In his discussion paper called 'The Pact? The Conservative Party, UKIP and the EU', Fabricant wrote: "There are a number of factors that will determine whether the Conservatives win the next election in 2015. These include the state of the economy, increased support from all ethnicities, and a possible boundary review. These are well known. But there is another factor and something else the Conservative Party can address if it has the will to win. The United Kingdom Independence Party (UKIP) is now a significant contributory factor in costing the Conservative Party victories in marginal seats. It is time to consider actively whether a rapprochement might be possible before the 2015 general election. The basis of any deal is clear: A referendum on the United Kingdom's future membership of the European Union."
The paper pointed out that 15 per cent of Conservative voters said recently that they would vote UKIP while David Cameron's highest personal poll ratings were in the week following his decision to veto the proposed EU treaty in December 2011.
Fabricant added that although UKIP doesn't pose a threat in any single Westminster parliamentary seat, it does present a "troubling threat" to the Tories – at the last general election, UKIP is reckoned to have cost the Conservatives between 20 and 40 seats, just by standing and taking a "mere" 3 to 4 per cent of the vote. UKIP's real threat was in stealing votes at general elections rather than posing an actual threat to any one seat. In Bolton West, for example, Labour won with 18,329 votes but the Tories got 18,235 (a difference of 94) while UKIP got 1,901.

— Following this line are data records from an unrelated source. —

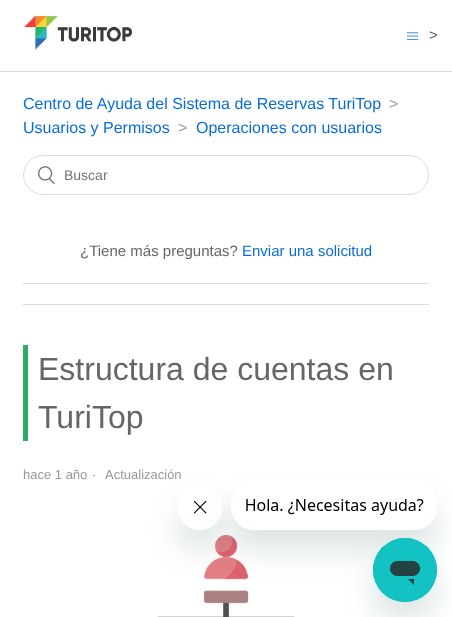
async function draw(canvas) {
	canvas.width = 452;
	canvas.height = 617;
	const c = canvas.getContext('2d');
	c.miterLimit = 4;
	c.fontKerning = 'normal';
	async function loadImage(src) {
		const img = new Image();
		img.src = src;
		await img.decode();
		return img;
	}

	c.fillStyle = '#fff';
	c.fillRect(0, 0, 452, 617);
	c.drawImage(await loadImage('img1.png'), 23, 14, 109, 37);
	c.drawImage(await loadImage('img2.png'), 406, 32, 13, 8);
	c.font = '15px Liberation Sans';
	c.fillStyle = '#666';
	c.fillText('>', 429, 40);
	c.fillStyle = '#ddd';
	c.fillRect(0, 71, 452, 1);
	c.font = '16px Liberation Sans';
	c.fillStyle = '#096dd9';
	c.fillText('Centro de Ayuda del Sistema de Reservas TuriTop', 23, 109);
	c.fillStyle = '#999';
	c.fillText('>', 389, 109);
	c.fillStyle = '#096dd9';
	c.fillText('Usuarios y Permisos', 23, 133);
	c.fillStyle = '#999';
	c.fillText('>', 178, 133);
	c.fillStyle = '#096dd9';
	c.fillText('Operaciones con usuarios', 196, 133);
	c.beginPath();
	c.roundRect(23.5, 155.5, 405, 39, 19.5);
	c.strokeStyle = '#ddd';
	c.stroke();
	c.drawImage(await loadImage('img3.png'), 38, 166, 17, 19);
	c.font = '14px Liberation Sans';
	c.fillStyle = '#757575';
	c.fillText('Buscar', 64, 180);
	c.font = '15px Liberation Sans';
	c.fillStyle = '#666';
	c.fillText('¿Tiene más preguntas?', 80, 256);
	c.fillStyle = '#096dd9';
	c.fillText('Enviar una solicitud', 242, 256);
	for (const [x, y, w, h, color] of [
		[23, 283, 406, 1, '#ddd'],
		[23, 304, 406, 1, '#ddd'],
		[23, 345, 5, 96, '#2eac66'],
	]) {
		c.fillStyle = color;
		c.fillRect(x, y, w, h);
	}
	c.font = '32px Liberation Sans';
	c.fillStyle = '#666';
	c.fillText('Estructura de cuentas en', 38, 380);
	c.fillText('TuriTop', 38, 428);
	c.font = '13px Liberation Sans';
	c.fillStyle = '#999';
	for (const [text, x, y] of [
		['hace 1 año', 23, 479],
		['·', 92, 479],
		['Actualización', 105, 479],
	]) {
		c.fillText(text, x, y);
	}
	c.drawImage(await loadImage('img4.png'), 157, 535, 138, 82);
	c.save();
	c.beginPath();
	c.moveTo(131, 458);
	c.lineTo(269, 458);
	c.lineTo(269, 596);
	c.lineTo(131, 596);
	c.closePath();
	c.moveTo(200, 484);
	c.bezierCurveTo(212.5, 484, 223, 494.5, 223, 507);
	c.bezierCurveTo(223, 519.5, 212.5, 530, 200, 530);
	c.bezierCurveTo(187.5, 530, 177, 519.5, 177, 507);
	c.bezierCurveTo(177, 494.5, 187.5, 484, 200, 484);
	c.closePath();
	c.clip('evenodd');
	c.fillStyle = '#17494d26';
	c.filter = 'blur(15px)';
	c.beginPath();
	c.roundRect(177, 504, 46, 46, 23);
	c.fill();
	c.filter = 'none';
	c.restore();
	c.drawImage(await loadImage('img6.png'), 193, 500, 14, 14);
	c.save();
	c.beginPath();
	c.moveTo(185, 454);
	c.lineTo(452, 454);
	c.lineTo(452, 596);
	c.lineTo(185, 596);
	c.closePath();
	c.moveTo(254, 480);
	c.lineTo(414, 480);
	c.bezierCurveTo(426.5, 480, 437, 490.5, 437, 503);
	c.lineTo(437, 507);
	c.bezierCurveTo(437, 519.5, 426.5, 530, 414, 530);
	c.lineTo(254, 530);
	c.bezierCurveTo(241.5, 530, 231, 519.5, 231, 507);
	c.lineTo(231, 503);
	c.bezierCurveTo(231, 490.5, 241.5, 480, 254, 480);
	c.closePath();
	c.clip('evenodd');
	c.fillStyle = '#17494d26';
	c.filter = 'blur(15px)';
	c.beginPath();
	c.roundRect(231, 500, 206, 50, 23);
	c.fill();
	c.filter = 'none';
	c.restore();
	c.drawImage(await loadImage('img5.png'), 231, 499, 193, 25);
	c.fillStyle = '#17494d26';
	c.filter = 'blur(15px)';
	c.beginPath();
	c.roundRect(373, 558, 64, 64, 32);
	c.fill();
	c.filter = 'none';
	c.drawImage(await loadImage('img7.png'), 373, 538, 64, 64);
}

draw(document.querySelector('canvas'));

"Even 3.1 per cent of the vote, spread across 572 parliamentary constituencies, will have been a major contributory factor to the Conservatives failing to win an overall majority," Fabricant wrote.
He added: "With a UKIP leader in Nigel Farage, who is a former Thatcherite, who sounds like a Conservative, who looks like a Conservative, and in other circumstances probably would be a Conservative, some of the arguments being advanced here do have real relevance and must be addressed.

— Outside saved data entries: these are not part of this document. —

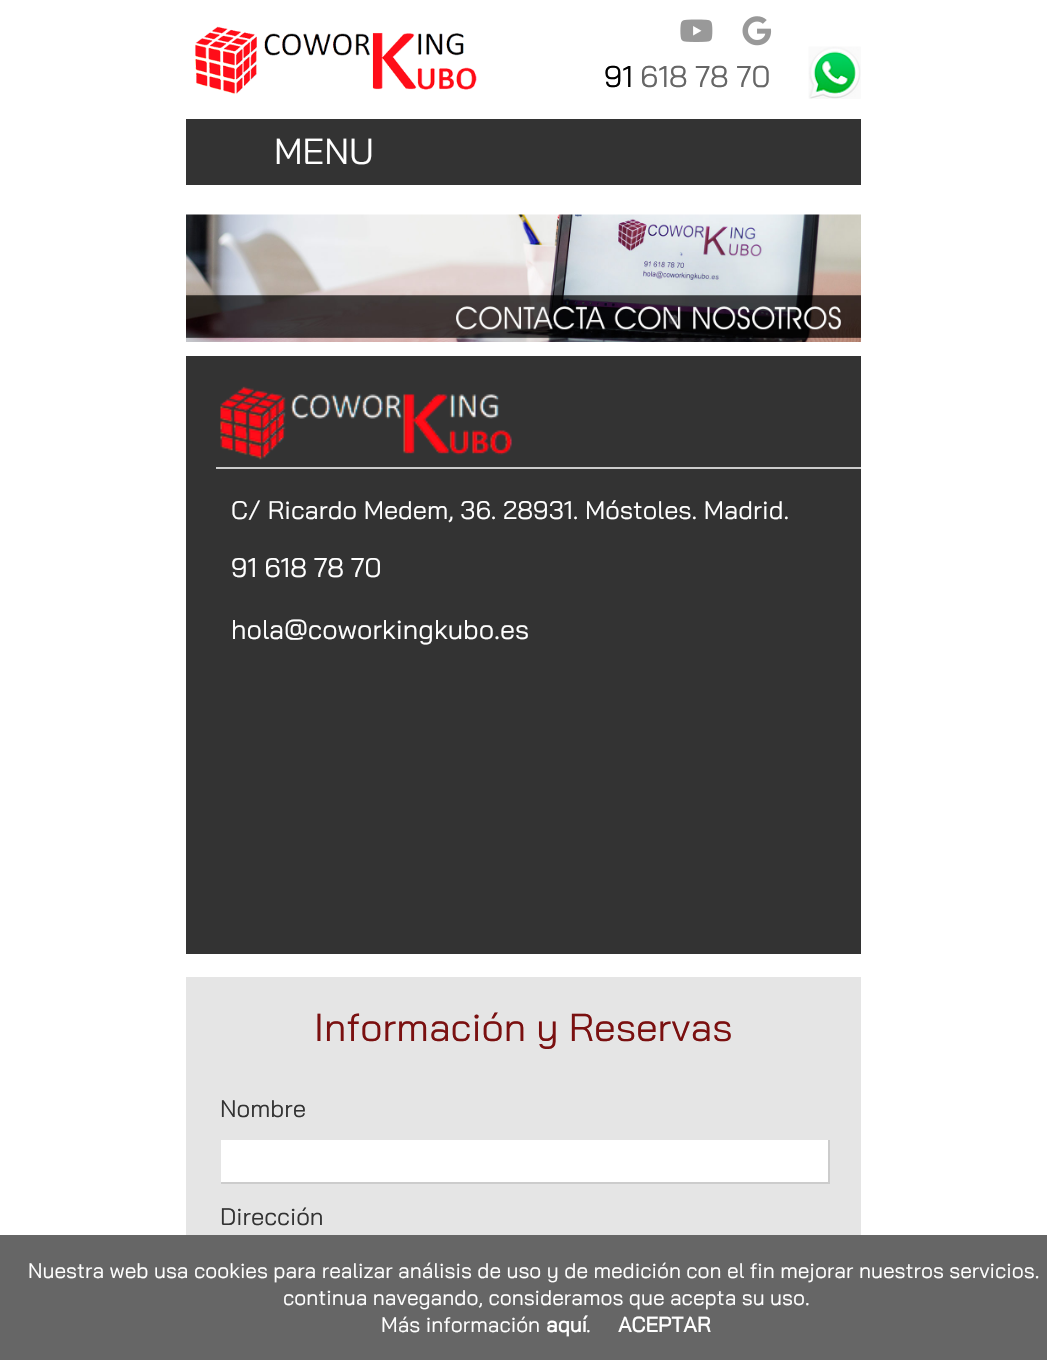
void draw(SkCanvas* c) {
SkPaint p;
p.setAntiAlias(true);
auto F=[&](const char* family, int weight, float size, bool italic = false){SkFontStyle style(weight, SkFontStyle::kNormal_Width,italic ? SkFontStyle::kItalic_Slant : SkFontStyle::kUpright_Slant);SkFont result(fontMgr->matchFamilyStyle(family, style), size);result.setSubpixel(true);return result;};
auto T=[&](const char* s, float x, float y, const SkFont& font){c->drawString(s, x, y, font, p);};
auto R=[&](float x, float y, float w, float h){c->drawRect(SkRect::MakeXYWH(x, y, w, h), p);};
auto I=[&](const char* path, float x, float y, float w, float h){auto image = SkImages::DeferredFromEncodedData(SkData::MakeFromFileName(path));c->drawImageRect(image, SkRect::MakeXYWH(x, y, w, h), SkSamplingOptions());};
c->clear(0xffffffff);
I("1.png",195,26,282,69);
I("2.png",680,19,33,23);
I("3.png",742,16,30,30);
auto f1 = F("Bai Jamjuree",400,30);
p.setColor(0xff000000);
T("91",604,87,f1);
p.setColor(0xff666666);
T("618 78 70",640,87,f1);
I("4.png",808,46,53,53);
p.setColor(0xff333333);
R(186,119,675,66);
auto f2 = F("Bai Jamjuree",400,36);
p.setColor(0xffffffff);
T("MENU",274,164,f2);
I("5.png",186,214,675,128);
p.setColor(0xff333333);
R(186,356,675,598);
p.setColor(0xffcccccc);
R(216,467,645,2);
I("6.png",220,386,292,74);
auto f3 = F("Bai Jamjuree",400,25.5);
p.setColor(0xffffffff);
T("C/ Ricardo Medem, 36. 28931. Móstoles. Madrid.",231,519,f3);
auto f4 = F("Bai Jamjuree",400,27);
T("91 618 78 70",231,577,f4);
T("hola@coworkingkubo.es",231,639,f4);
p.setColor(0xffe5e5e5);
R(186,977,675,258);
auto f5 = F("Bai Jamjuree",400,39);
p.setColor(0xff7a1010);
T("Información y Reservas",314,1041,f5);
auto f6 = F("Bai Jamjuree",400,24);
p.setColor(0xff333333);
T("Nombre",220,1117,f6);
p.setColor(0xffffffff);
R(221,1140,607,42);
p.setColor(0xffcccccc);
R(828,1140,2,44);
R(221,1182,609,2);
p.setColor(0xff333333);
T("Dirección",220,1225,f6);
p.setColor(0xff666666);
R(0,1235,1047,125);
auto f7 = F("Bai Jamjuree",400,21);
p.setColor(0xffffffff);
T("Nuestra web usa cookies para realizar análisis de uso y de medición con el fin mejorar nuestros servicios.",28,1278,f7);
T("continua navegando, consideramos que acepta su uso.",283,1305,f7);
T("Más información",381,1332,f7);
auto f8 = F("Bai Jamjuree",700,21);
T("aquí",546,1332,f8);
T(".",586,1332,f7);
T("ACEPTAR",618,1332,f8);
}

"UKIP are now pulling ahead of the Liberal Democrats into third place. In the latest polling, UKIP is on 8 per cent, while the Conservatives remain on 33 per cent. There is a direct correlation between the European question and the increase in UKIP support. The Conservative Party must now stop this steady erosion."
At the same time, Farage, Cameron and others have expressed their dismay at the news that Rotherham Metropolitan Borough Council took three ethnic minority children from foster carers because they are UKIP members and the party has a strong policy on immigration. The council is thought to have concluded that the children's ethnic needs might not be met because of this – despite the fact that all aspects of the couple's lives will have been known to the local authority before they were approved as carers.

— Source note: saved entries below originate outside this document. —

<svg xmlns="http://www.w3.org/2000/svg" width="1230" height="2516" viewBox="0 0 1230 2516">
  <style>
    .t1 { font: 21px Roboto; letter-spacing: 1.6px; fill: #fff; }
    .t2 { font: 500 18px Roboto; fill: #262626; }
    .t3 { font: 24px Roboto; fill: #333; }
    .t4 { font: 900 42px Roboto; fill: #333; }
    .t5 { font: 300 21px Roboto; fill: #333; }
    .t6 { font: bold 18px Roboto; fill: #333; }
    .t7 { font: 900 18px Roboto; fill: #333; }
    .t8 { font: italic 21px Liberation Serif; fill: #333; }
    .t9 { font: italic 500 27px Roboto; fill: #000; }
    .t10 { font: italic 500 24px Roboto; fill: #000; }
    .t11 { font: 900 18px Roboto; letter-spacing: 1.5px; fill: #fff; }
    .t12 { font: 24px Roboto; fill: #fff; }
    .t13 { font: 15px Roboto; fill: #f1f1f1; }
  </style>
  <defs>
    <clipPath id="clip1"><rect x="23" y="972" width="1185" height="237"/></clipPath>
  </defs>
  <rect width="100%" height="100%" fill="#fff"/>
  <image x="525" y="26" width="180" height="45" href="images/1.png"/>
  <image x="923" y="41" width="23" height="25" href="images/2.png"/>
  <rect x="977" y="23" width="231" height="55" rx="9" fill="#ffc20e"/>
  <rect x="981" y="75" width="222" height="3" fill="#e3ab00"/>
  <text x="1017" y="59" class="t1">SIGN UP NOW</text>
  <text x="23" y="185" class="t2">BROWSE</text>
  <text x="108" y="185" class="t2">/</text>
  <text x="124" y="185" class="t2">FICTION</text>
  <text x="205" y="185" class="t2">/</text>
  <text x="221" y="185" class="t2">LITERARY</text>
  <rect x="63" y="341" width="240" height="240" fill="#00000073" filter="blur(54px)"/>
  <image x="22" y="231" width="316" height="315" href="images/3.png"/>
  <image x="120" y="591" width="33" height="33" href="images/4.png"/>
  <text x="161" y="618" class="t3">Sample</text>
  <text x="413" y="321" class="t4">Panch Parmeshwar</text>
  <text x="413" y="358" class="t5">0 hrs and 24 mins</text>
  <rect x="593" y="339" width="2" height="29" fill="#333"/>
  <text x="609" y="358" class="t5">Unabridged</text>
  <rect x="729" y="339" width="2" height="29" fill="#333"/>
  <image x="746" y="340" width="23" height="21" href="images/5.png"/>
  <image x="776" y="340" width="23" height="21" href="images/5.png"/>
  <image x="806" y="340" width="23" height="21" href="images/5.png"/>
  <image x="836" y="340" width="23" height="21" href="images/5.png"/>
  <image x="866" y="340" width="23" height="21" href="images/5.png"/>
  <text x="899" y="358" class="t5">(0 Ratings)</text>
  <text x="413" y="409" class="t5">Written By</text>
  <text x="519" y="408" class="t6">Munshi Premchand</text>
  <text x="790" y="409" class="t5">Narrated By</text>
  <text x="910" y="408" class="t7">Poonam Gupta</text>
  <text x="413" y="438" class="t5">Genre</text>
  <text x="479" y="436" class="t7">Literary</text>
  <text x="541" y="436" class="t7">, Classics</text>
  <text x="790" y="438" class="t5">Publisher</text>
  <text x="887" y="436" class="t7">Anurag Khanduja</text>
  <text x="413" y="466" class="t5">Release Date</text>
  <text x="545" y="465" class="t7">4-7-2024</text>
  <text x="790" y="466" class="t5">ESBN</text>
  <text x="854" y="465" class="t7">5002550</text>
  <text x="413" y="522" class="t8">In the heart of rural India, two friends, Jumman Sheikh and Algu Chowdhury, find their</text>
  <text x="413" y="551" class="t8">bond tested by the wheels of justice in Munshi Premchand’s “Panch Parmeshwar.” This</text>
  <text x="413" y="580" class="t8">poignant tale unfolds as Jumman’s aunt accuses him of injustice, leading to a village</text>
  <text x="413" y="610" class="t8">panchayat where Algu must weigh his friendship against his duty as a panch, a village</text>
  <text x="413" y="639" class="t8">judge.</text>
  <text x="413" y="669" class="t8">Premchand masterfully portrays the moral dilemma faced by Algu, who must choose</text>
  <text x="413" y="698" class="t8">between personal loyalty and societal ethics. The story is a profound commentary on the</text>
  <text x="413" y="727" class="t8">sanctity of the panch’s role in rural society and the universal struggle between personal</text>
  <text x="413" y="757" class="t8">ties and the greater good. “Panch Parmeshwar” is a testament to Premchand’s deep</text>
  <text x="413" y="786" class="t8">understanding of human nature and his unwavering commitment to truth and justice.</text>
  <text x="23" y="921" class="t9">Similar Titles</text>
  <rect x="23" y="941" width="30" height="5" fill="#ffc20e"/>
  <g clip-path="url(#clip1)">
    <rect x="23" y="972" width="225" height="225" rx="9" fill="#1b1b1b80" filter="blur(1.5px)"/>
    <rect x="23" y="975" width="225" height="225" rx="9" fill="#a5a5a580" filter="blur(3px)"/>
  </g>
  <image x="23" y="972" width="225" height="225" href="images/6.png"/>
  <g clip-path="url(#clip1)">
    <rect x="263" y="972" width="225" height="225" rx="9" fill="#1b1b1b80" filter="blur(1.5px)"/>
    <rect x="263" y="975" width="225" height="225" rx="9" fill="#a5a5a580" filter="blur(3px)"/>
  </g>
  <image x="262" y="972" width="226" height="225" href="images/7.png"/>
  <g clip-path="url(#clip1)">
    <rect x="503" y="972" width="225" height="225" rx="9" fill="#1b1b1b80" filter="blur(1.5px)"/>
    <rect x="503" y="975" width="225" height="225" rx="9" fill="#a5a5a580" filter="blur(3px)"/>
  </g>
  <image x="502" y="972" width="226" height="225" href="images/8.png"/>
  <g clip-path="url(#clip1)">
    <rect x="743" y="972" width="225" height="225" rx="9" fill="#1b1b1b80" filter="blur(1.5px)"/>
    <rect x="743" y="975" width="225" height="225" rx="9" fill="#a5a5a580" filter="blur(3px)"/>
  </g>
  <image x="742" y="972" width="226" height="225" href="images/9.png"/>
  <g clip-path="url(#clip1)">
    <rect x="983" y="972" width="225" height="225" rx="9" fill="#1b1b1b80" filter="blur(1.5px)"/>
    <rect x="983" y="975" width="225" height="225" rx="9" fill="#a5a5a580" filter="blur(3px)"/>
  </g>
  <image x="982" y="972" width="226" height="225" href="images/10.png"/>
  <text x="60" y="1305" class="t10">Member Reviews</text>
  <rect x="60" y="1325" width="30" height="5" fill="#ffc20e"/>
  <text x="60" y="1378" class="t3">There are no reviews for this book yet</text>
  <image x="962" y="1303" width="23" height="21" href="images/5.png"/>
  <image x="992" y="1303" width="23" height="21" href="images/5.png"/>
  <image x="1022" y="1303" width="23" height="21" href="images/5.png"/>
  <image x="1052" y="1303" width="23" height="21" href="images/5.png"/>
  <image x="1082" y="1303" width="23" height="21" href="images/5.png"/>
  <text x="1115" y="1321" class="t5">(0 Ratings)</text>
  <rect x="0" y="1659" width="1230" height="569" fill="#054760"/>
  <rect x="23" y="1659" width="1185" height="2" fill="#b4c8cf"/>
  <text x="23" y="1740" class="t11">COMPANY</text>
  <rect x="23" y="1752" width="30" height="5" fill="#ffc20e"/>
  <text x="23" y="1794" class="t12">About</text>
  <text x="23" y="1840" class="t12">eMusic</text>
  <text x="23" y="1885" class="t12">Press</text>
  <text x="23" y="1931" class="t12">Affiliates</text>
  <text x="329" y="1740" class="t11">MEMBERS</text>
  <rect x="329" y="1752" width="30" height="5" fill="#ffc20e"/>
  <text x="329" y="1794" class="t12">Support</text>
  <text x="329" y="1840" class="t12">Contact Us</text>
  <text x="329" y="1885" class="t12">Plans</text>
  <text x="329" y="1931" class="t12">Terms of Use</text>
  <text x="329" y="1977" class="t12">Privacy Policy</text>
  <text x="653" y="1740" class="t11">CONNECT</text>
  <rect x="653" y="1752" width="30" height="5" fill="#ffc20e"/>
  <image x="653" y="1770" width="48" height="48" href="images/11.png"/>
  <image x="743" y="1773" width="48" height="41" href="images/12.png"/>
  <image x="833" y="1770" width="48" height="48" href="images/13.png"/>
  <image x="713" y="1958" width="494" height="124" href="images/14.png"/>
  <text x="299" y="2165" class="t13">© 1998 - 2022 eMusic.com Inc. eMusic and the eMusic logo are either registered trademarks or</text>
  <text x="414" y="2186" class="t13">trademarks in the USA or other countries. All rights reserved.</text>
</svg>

The move by Rotherham has been condemned by figures in various political parties. The Education Secretary Michael Gove said it was "indefensible" while the Labour leader Ed Miliband said that children should be placed with carers on the basis of the security and love they would benefit from and not on what political party they support. Ex children's minister Tim Loughton called the council's decision "deeply misguided".
The foster carers have said it is unlikely the children will be returned to them – because being passed around could be traumatic and confusing for the children – but the carers have asked the council to confirm that they will still be able to foster.